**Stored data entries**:
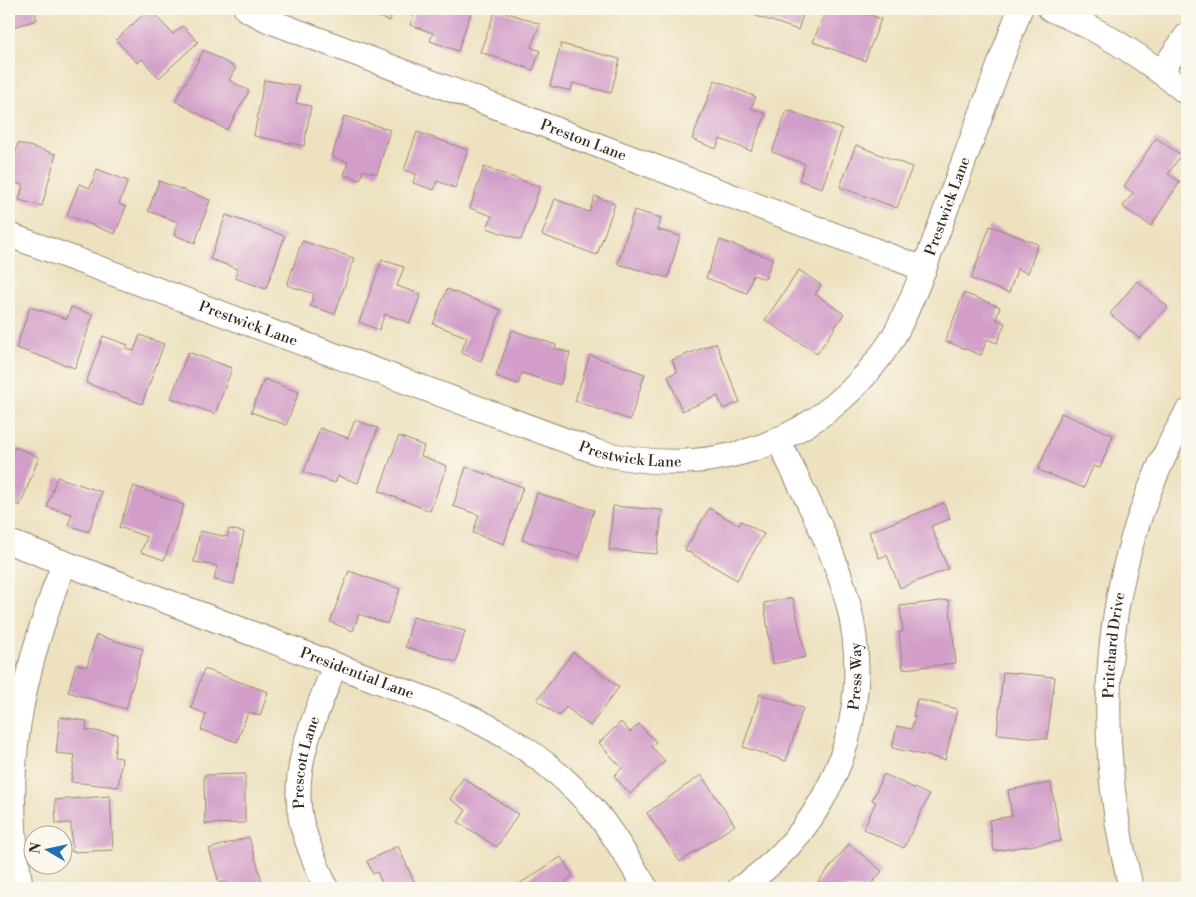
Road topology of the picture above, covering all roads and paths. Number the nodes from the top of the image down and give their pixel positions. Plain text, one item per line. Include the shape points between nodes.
1 (246, 9) edge
2 (1020, 9) edge
3 (1050, 9) edge
4 (1187, 35) edge
5 (1161, 72) junction
6 (1187, 94) edge
7 (9, 235) edge
8 (924, 269) junction
9 (1187, 412) edge
10 (778, 439) junction
11 (9, 542) edge
12 (64, 564) junction
13 (335, 665) junction
14 (21, 888) edge
15 (326, 888) edge
16 (646, 888) edge
17 (740, 888) edge
18 (1131, 888) edge

1 - 8 street, Preston Lane via 279,25
2 - 8 street, Prestwick Lane
3 - 5 street via 1088,26
4 - 5 street
5 - 6 street
7 - 10 street, Prestwick Lane via 597,452 634,461 686,462 740,454
8 - 10 street, Prestwick Lane via 901,322 869,371 826,411
9 - 18 street, Pritchard Drive via 1157,473 1137,526 1122,583 1109,663 1107,710 1112,789
10 - 17 street, Press Way via 829,550 848,601 856,650 854,700 851,724 837,772 816,812 788,850
11 - 12 street, Presidential Lane
12 - 13 street, Presidential Lane
12 - 14 street via 37,636 16,718 10,806
13 - 15 street, Prescott Lane via 304,748 298,782 301,821
13 - 16 street, Presidential Lane via 467,715 533,753 596,812

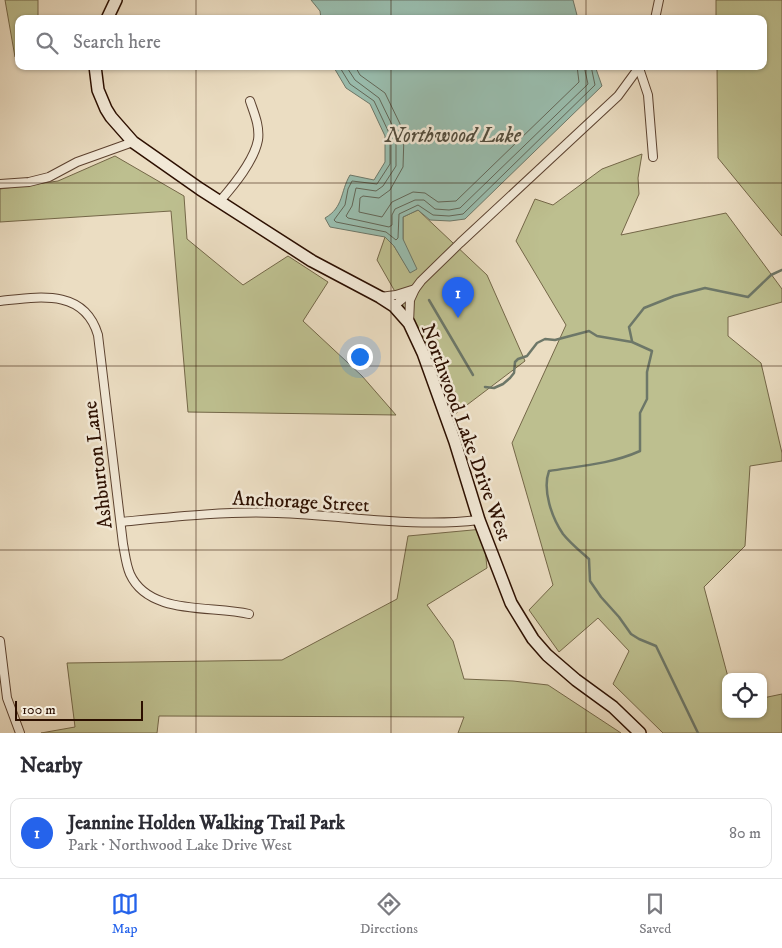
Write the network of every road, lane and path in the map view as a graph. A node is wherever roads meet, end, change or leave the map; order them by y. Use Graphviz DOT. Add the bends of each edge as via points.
graph roads {
  1 [pos="116,0"];
  2 [pos="659,0"];
  3 [pos="109,15"];
  4 [pos="656,15"];
  5 [pos="95,70"];
  6 [pos="638,70"];
  7 [pos="641,70"];
  8 [pos="250,101"];
  9 [pos="133,142"];
  10 [pos="653,157"];
  11 [pos="0,184"];
  12 [pos="220,201"];
  13 [pos="415,290"];
  14 [pos="380,297"];
  15 [pos="0,301"];
  16 [pos="394,306"];
  17 [pos="409,323"];
  18 [pos="479,520"];
  19 [pos="121,522"];
  20 [pos="249,614"];
  21 [pos="0,641"];
  22 [pos="20,733"];
  23 [pos="640,733"];
  1 -- 3 [label="street"];
  2 -- 4 [label="street"];
  5 -- 9 [label="street, Northwood Lake Drive West" via="102,100 111,117"];
  6 -- 13 [label="street" via="618,96"];
  7 -- 10 [label="street" via="648,95"];
  8 -- 12 [label="street" via="258,138 246,166"];
  9 -- 11 [label="street" via="44,178"];
  9 -- 12 [label="street, Northwood Lake Drive West"];
  12 -- 14 [label="street, Northwood Lake Drive West" via="312,261"];
  13 -- 14 [label="street"];
  13 -- 16 [label="street"];
  13 -- 17 [label="street" via="410,300"];
  14 -- 16 [label="street, Northwood Lake Drive West"];
  15 -- 19 [label="street, Ashburton Lane" via="43,296 63,300 82,309 95,325"];
  16 -- 17 [label="street, Northwood Lake Drive West"];
  17 -- 18 [label="street, Northwood Lake Drive West" via="455,442"];
  18 -- 19 [label="street, Anchorage Street" via="434,524 256,513"];
  18 -- 23 [label="street, Northwood Lake Drive West" via="506,593 533,639 562,669 613,707"];
  19 -- 20 [label="street, Ashburton Lane" via="130,574 151,597 170,605"];
  21 -- 22 [label="street" via="7,698"];
}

**Action item**:
For every line above that includes the string "graph", copy the line.

**Expected output**:
Write the network of every road, lane and path in the map view as a graph. A node is wherever roads meet, end, change or leave the map; order them by y. Use Graphviz DOT. Add the bends of each edge as via points.
graph roads {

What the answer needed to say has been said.